Select distinct on multiple columns

  • Yeah, there was no forum for Sql server 2000.

    I'm going to go cry now 😉

  • steveb (3/3/2009)


    Thanks, this code should work orderd by Level

    SELECT * FROM YourTable WHERE LEVEL IN(

    SELECT MAX(LEVEL) AS LEVEL

    FROM YouTable

    GROUP BY [entry_id], [group_id])

    That will only ever allow me to return 1 row, correct? Assuming that I add in the where entry_id=? and group_id=? because otherwise it will only ever return results with the same level, where not all results that I want have the same level.

  • sqlcentral (3/3/2009)


    Yeah, there was no forum for Sql server 2000.

    Yes there is. The 2000 forums are below the 2005 forums on the forum home page.

    T-SQL (2000)

    Gail Shaw
    Microsoft Certified Master: SQL Server, MVP, M.Sc (Comp Sci)
    SQL In The Wild: Discussions on DB performance with occasional diversions into recoverability

    We walk in the dark places no others will enter
    We stand on the bridge and no one may pass
  • sqlcentral (3/3/2009)


    steveb (3/3/2009)


    Thanks, this code should work orderd by Level

    SELECT * FROM YourTable WHERE LEVEL IN(

    SELECT MAX(LEVEL) AS LEVEL

    FROM YouTable

    GROUP BY [entry_id], [group_id])

    That will only ever allow me to return 1 row, correct? Assuming that I add in the where entry_id=? and group_id=? because otherwise it will only ever return results with the same level, where not all results that I want have the same level.
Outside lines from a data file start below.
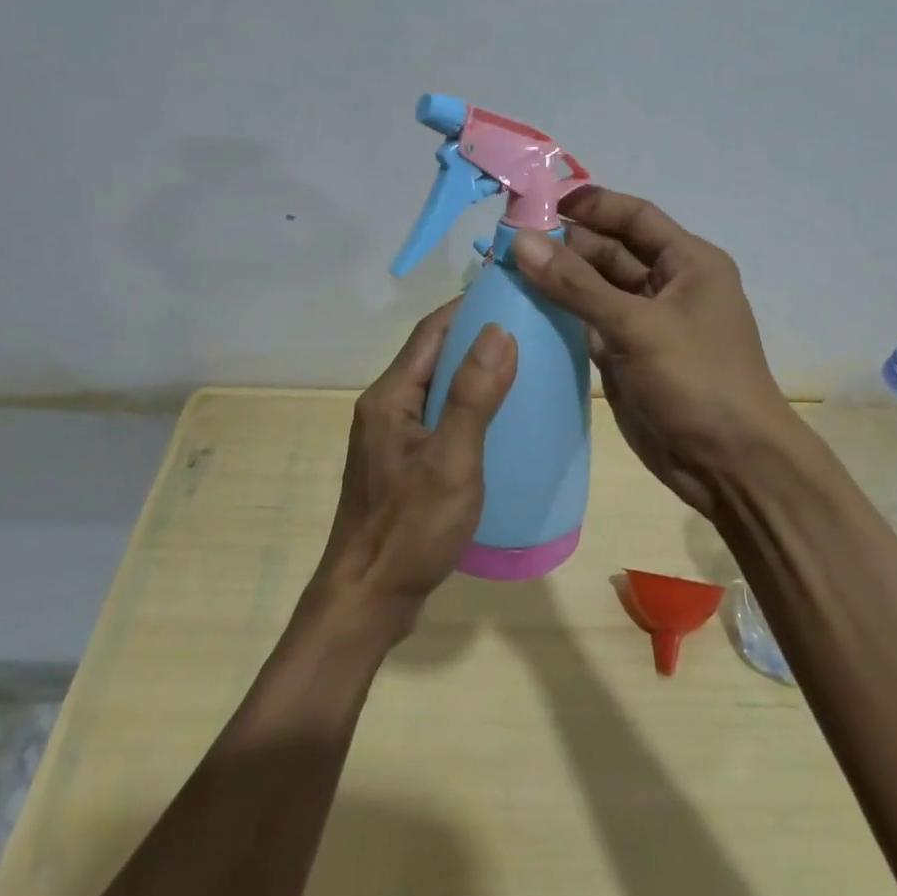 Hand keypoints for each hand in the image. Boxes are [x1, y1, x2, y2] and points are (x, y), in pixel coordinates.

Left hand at [312, 301, 517, 639]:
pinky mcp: (400, 464)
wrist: (366, 600)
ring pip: (436, 387)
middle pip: (433, 355)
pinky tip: (498, 421)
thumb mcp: (452, 459)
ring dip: (474, 371)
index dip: (469, 306)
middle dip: (477, 336)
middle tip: (529, 330)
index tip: (513, 295)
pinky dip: (467, 406)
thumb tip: (500, 329)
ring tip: (523, 369)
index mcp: (390, 395)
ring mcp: (390, 437)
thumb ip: (474, 395)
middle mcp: (385, 407)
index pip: (432, 330)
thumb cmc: (410, 528)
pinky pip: (438, 417)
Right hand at [510, 188, 797, 515]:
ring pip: (593, 288)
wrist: (729, 466)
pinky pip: (587, 322)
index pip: (634, 216)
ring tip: (503, 269)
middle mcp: (666, 284)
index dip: (589, 204)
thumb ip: (577, 285)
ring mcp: (644, 322)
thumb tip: (521, 242)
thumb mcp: (638, 326)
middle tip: (505, 242)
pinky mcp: (625, 355)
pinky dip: (560, 314)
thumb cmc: (696, 381)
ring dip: (556, 279)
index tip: (537, 203)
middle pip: (608, 251)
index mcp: (687, 262)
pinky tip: (522, 307)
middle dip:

    No, this query will return all the distinct rows in your table where the level is the highest for each entry_Id and group_id

  • GilaMonster (3/3/2009)


    Yes there is. The 2000 forums are below the 2005 forums on the forum home page.

    T-SQL (2000)

    Sorry! When I was scanning the list I didn't notice the master groupings (i.e. I was only scanning under the master header for 2005)... Whoops!

    Anyway.

    Is the with/as syntax 2000 compliant?

  • sqlcentral (3/3/2009)


    That will only ever allow me to return 1 row, correct?

    No. There's a group by in the subquery, so that query will return 1 row for each [entry_id], [group_id], the one with the highest level.

    Gail Shaw
    Microsoft Certified Master: SQL Server, MVP, M.Sc (Comp Sci)
    SQL In The Wild: Discussions on DB performance with occasional diversions into recoverability

    We walk in the dark places no others will enter
    We stand on the bridge and no one may pass
  • steveb (3/3/2009)


    No, this query will return all the distinct rows in your table where the level is the highest for each entry_Id and group_id

    Ok, perhaps my sample data wasn't broad enough. The level field isn't unique across all rows, only across rows with the entry and group ids identical. For example several rows have a level of 1 but different entry and group ids, so this query doesn't appear to work (tried it) because the inner query returns levels that exist for the duplicated rows. Here is some more accurate sample data:

    entry_id,group_id,cost,level

    1001 2001 5 3

    1001 2001 4 1

    1001 2000 5 1

    1002 2001 4 2

    1002 2001 3 1

    1002 2000 2 1

    So in this case your inner query will return (1,2,3) which will cause the outer query to return all results.

  • sqlcentral (3/3/2009)


    steveb (3/3/2009)


    No, this query will return all the distinct rows in your table where the level is the highest for each entry_Id and group_id

    Ok, perhaps my sample data wasn't broad enough. The level field isn't unique across all rows, only across rows with the entry and group ids identical. For example several rows have a level of 1 but different entry and group ids, so this query doesn't appear to work (tried it) because the inner query returns levels that exist for the duplicated rows. Here is some more accurate sample data:

    entry_id,group_id,cost,level

    1001 2001 5 3

    1001 2001 4 1

    1001 2000 5 1

    1002 2001 4 2

    1002 2001 3 1

    1002 2000 2 1

    So in this case your inner query will return (1,2,3) which will cause the outer query to return all results.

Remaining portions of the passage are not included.